The Crusades: The World's Debate — In 1938, Belloc predicted the resurgence of Islam. Here he explains the significance of the Crusades — the provocation and the lasting values.
The Great Heresies — This discussion clarifies the unity of the heresies in their blindness to the mystery of the Incarnation.
How the Reformation Happened  — The Catholic perspective and certain facts that are missing in secular texts.
Many others... on history, economics, and verse for children.

Warren Carroll 
Author of a six-volume history of Christendom, from The Founding of Christendom as the first of six volumes on the history of western civilization under the influence of the Church. Great piece of work, broad sweep.
He also has many individual pieces. 


Paul Johnson
The Americans 
  This was not written as a school text, and it is not for freshmen, but it's competent, interesting, and comprehensive, and accessible to a literate high school student. Trade books are not bound to political correctness as textbooks are.
The Intellectuals
  Really: "The intellectual snobs," and specifically the men whose pride in intellect led them to build the anti-culture with ferocious energy over the 20th century.

   Historiography - Reference

  Historiography is the discussion of how history is written. Writing about George Washington is writing history. Writing about why some people write about him one way and others write another way is historiography.
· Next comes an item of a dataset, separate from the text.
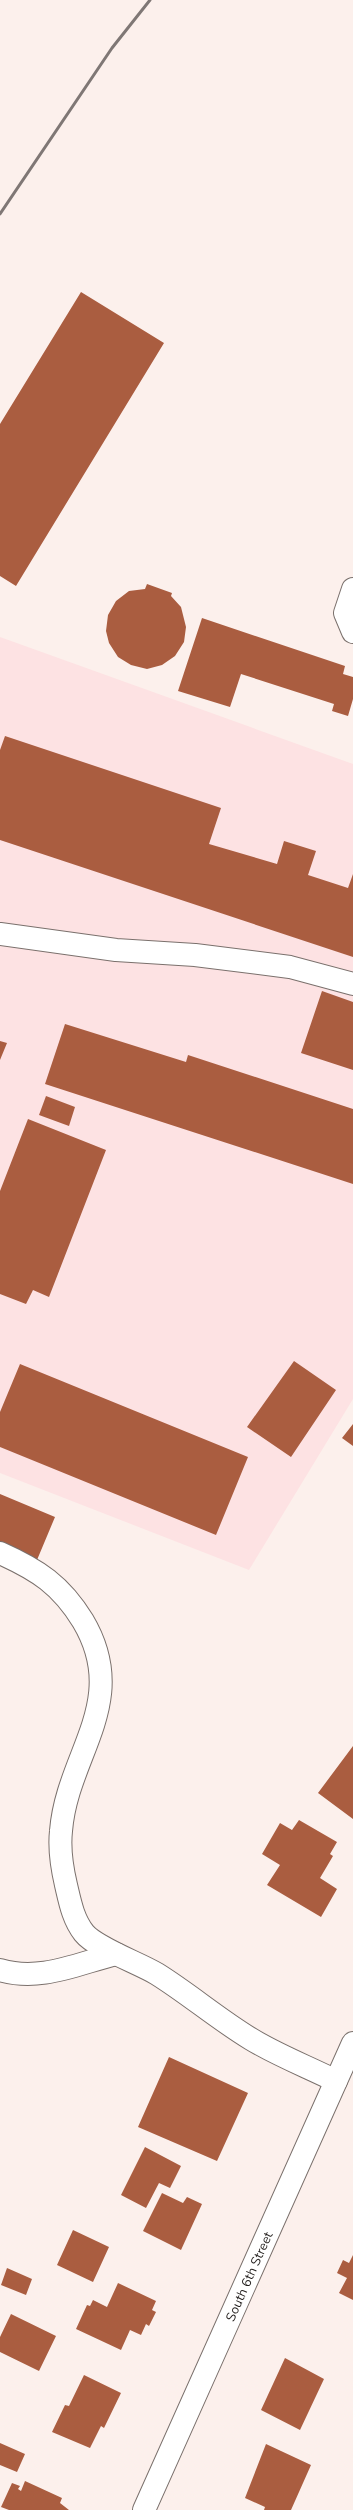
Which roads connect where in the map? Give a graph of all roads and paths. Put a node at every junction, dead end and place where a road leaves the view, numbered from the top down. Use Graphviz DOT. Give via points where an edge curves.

It's an important concept, because the biggest battles about history are not just about details, but about whether we can know the truth about what happened and whether the other guy is falsifying the story by what he left out.
  You can't put everything in; it’s an essential discussion.

Christopher Dawson
​  Religion and the Rise of Western Culture, originally published in 1950, makes the case that western culture is the product of positive religious culture, of Christian culture to be specific. Written at a time when Arnold Toynbee appeared to have written the last great synthesis of history, -- last partly because the next generation denied that a comprehensive story could be told or that any broad truth could be known about history, -- this was Dawson's sweeping challenge to the intellectual mold that was setting up. 
  Toynbee was not a believer; he recounted with disdain the moment that his mother faltered with embarrassment when she was explaining the virgin birth to him.* He rejected the virgin birth of Jesus on the spot, and the rest of the faith over time. His 12-volume Study of History, later revised to two volumes, is full of his scorn for faith. Dawson stood up to this giant and showed that Christianity was the glorious underpinning of western culture.
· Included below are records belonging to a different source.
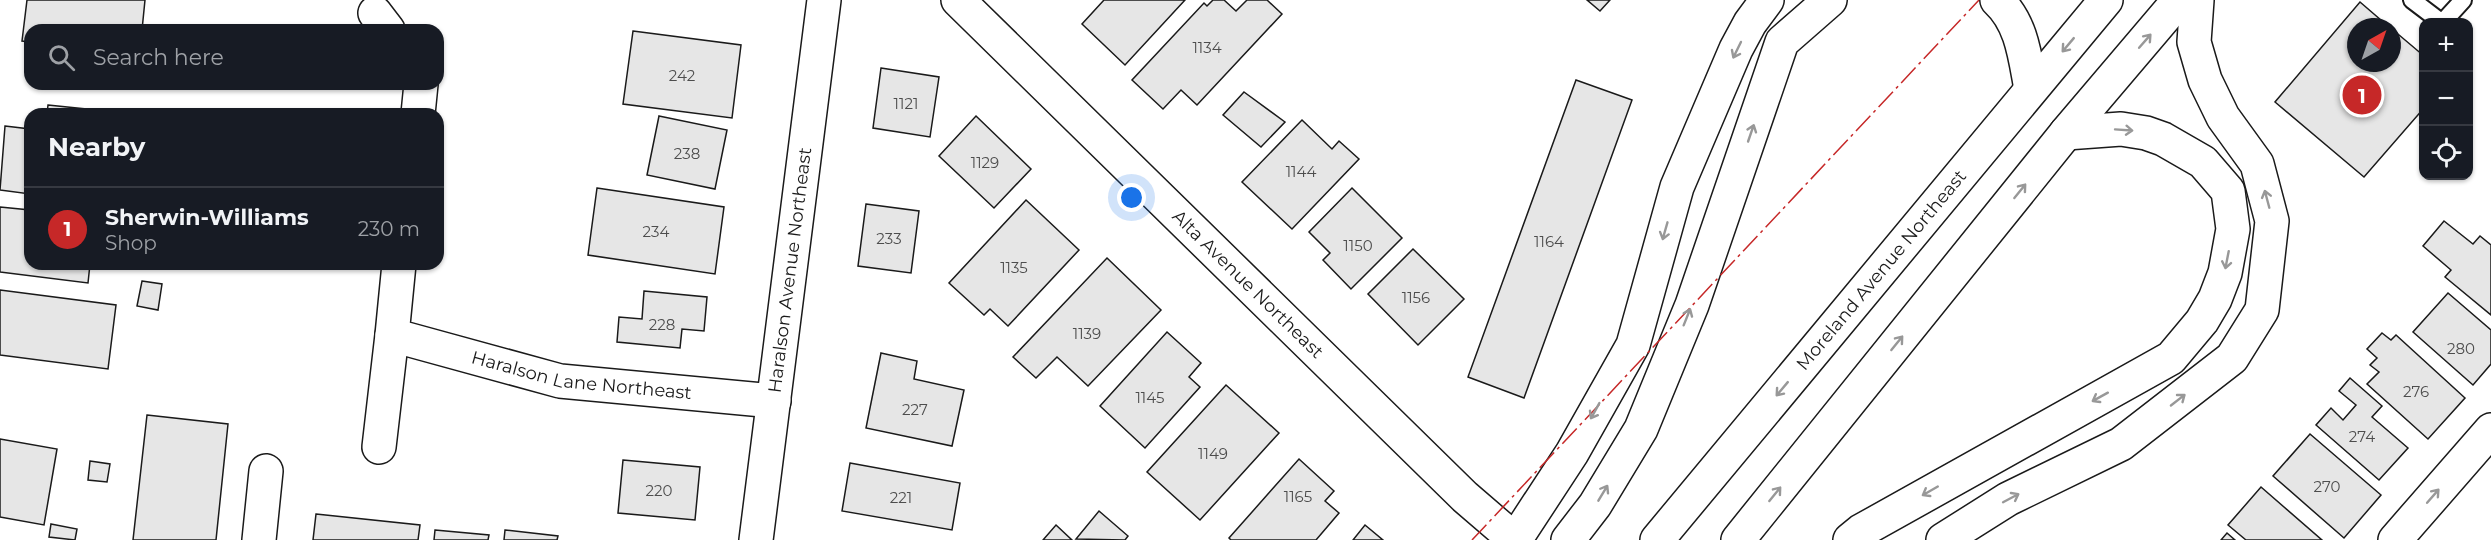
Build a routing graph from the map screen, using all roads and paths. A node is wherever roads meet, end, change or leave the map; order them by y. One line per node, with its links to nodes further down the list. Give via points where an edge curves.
1 (824, 0): 19 (main road, Haralson Avenue Northeast)
2 (958, 0): 25 (main road, Alta Avenue Northeast, via 1465,497)
3 (1767, 0): 25 (main road, one-way to 25, via 1736,49 1677,187 1633,345 1572,453)
4 (1830, 0): 26 (main road, one-way to 4, via 1595,505 1641,429 1692,305 1782,42)
5 (1997, 0): 13 (main road, via 2020,35)
6 (2106, 0): 13 (main road, Moreland Avenue Northeast, one-way to 13)
7 (2179, 0): 16 (main road, one-way to 7)
8 (2197, 0): 30 (main road, one-way to 8, via 2008,499 2121,444 2232,358 2262,310 2272,221 2258,164 2223,117 2205,80 2194,42)
9 (2412, 0): 11 (lane)
10 (2463, 0): 12 (lane)
11 (2437, 18)
12 (2446, 18)
13 (2031, 88): 27 (main road, Moreland Avenue Northeast, one-way to 27)
14 (420, 90): 15 (main road)
15 (419, 108)
16 (2066, 134): 28 (main road, one-way to 16); 29 (main road, one-way to 29, via 2121,129 2146,133 2202,162 2228,191 2233,228 2225,273 2214,299 2202,321 2171,358)
17 (398, 270): 18 (main road)
18 (392, 335): 19 (main road, Haralson Lane Northeast, via 560,381); 21 (main road)
19 (774, 401): 24 (main road, Haralson Avenue Northeast)
20 (2491, 430): 31 (main road, one-way to 20)
21 (379, 447)
22 (266, 471): 23 (main road)
23 (259, 540)
24 (756, 540)
25 (1515, 540)
26 (1568, 540)
27 (1657, 540)
28 (1738, 540)
29 (1850, 540)
30 (1943, 540)
31 (2394, 540)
* Arnold Toynbee, by then quite aged, was, for a term, visiting professor at the college I attended. He told this story to a mostly-appreciative audience, and I remember it well as being so little examined; he was old and awesome but not thoughtful on this topic.

Philip Hughes
Another eminent one from the mid-20th century, this Catholic historian's work is now available on Kindle.


Catholic Encyclopedia 1913
  In 1913, there was a full (multi-volume) set of Catholic Encyclopedias and it is now posted uploaded online at: www.NewAdvent.org/cathen/
  Bookmark this site and use it.
  The scholarship is sometimes out of date, but this resource still offers a corrective view on topics of Catholic interest. You can see the points of difference and find ways to pursue whatever questions this raises for you.

Wikipedia. 
  This is an amazing resource. It's free; it's there; it covers most topics. You can find out what the average person, even the average academic, thinks about most topics, and you can find out what the important sub-topics are on most subjects. If you look at the discussion page, you can even find alternative views pretty well represented. 
  Usually.
  Not always. There is often a bias against Catholicism, and there are other biases as well, whenever a person or issue is politically loaded. If you want to know a name and birthdate, Wikipedia is tops. If you have a controversial issue, make sure you find other resources. 
  This is called doing your homework.